[Dataset entries]
= = = = =

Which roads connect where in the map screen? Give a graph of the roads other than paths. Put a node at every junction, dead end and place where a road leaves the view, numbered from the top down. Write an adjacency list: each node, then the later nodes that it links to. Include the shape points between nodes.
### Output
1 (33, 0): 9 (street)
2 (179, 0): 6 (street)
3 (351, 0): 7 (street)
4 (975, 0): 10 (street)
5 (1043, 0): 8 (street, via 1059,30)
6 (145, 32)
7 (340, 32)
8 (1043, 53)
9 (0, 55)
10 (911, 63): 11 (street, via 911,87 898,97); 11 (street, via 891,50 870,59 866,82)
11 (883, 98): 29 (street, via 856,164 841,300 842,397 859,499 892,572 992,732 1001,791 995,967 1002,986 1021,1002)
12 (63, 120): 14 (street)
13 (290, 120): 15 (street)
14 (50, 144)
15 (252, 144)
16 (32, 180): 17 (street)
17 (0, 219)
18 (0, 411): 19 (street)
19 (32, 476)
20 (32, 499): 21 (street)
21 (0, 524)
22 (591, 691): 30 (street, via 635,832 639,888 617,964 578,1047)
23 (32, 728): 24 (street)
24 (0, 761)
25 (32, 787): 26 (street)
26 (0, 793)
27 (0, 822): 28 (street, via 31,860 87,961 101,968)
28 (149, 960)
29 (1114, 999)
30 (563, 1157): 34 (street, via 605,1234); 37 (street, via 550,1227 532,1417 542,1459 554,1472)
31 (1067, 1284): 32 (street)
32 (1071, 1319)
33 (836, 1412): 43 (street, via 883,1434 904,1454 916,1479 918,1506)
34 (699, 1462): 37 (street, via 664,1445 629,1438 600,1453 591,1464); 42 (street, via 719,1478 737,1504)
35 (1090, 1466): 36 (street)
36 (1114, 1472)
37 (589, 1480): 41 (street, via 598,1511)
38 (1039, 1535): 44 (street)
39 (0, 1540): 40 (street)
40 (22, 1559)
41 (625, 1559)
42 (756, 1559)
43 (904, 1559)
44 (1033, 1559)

= = = = =

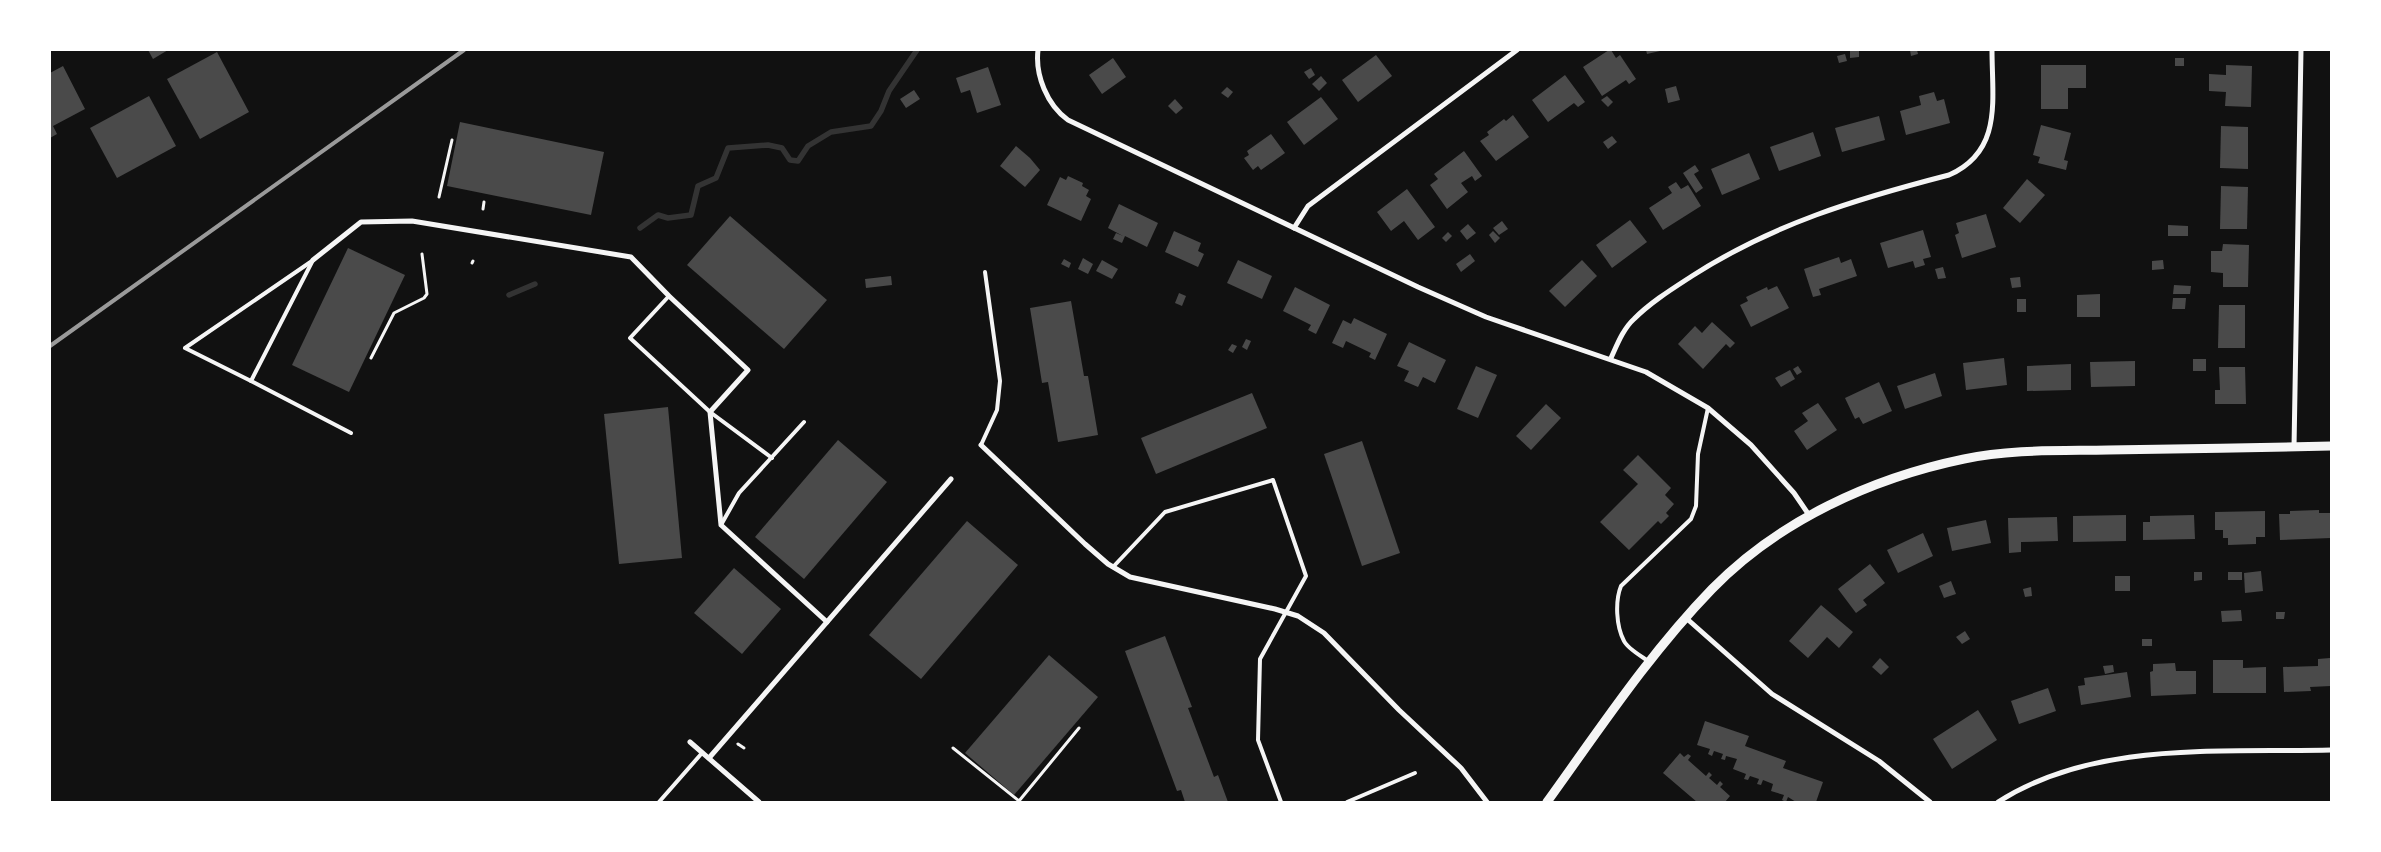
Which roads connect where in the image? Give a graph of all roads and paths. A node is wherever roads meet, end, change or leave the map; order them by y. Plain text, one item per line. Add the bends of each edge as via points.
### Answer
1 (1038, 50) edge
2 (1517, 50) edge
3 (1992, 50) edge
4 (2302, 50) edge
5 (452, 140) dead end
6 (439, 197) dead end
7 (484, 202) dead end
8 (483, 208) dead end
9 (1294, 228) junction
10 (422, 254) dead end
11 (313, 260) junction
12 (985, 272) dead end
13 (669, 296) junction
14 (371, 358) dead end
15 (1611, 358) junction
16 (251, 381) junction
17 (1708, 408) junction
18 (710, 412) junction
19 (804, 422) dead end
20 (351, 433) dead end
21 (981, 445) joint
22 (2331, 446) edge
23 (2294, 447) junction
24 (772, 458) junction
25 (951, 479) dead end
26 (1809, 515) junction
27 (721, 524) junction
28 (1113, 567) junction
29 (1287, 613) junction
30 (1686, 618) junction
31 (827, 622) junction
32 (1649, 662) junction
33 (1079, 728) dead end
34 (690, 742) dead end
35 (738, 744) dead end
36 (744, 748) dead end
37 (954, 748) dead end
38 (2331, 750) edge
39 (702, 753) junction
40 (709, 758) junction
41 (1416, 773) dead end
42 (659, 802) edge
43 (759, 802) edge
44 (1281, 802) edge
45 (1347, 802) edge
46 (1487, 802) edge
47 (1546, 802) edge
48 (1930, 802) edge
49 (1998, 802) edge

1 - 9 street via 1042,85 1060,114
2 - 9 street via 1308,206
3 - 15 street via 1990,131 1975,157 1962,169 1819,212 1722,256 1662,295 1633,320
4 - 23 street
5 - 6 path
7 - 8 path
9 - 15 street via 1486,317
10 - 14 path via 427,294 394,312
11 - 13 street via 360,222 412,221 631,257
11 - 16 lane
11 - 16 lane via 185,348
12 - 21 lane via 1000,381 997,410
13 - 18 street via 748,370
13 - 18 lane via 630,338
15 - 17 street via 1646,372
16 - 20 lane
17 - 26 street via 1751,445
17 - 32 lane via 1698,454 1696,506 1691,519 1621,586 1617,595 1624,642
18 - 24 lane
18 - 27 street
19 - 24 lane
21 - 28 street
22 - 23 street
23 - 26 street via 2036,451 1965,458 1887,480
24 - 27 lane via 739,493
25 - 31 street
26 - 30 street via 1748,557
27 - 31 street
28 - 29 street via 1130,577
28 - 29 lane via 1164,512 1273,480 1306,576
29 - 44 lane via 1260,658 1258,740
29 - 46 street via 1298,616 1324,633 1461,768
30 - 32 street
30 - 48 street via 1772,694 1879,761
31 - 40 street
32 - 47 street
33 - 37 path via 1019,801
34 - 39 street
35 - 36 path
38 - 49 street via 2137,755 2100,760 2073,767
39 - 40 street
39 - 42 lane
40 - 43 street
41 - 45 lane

= = = = =

* What you will do
State the number of lines above that hold the word "graph", and say nothing else.

* Finished task
2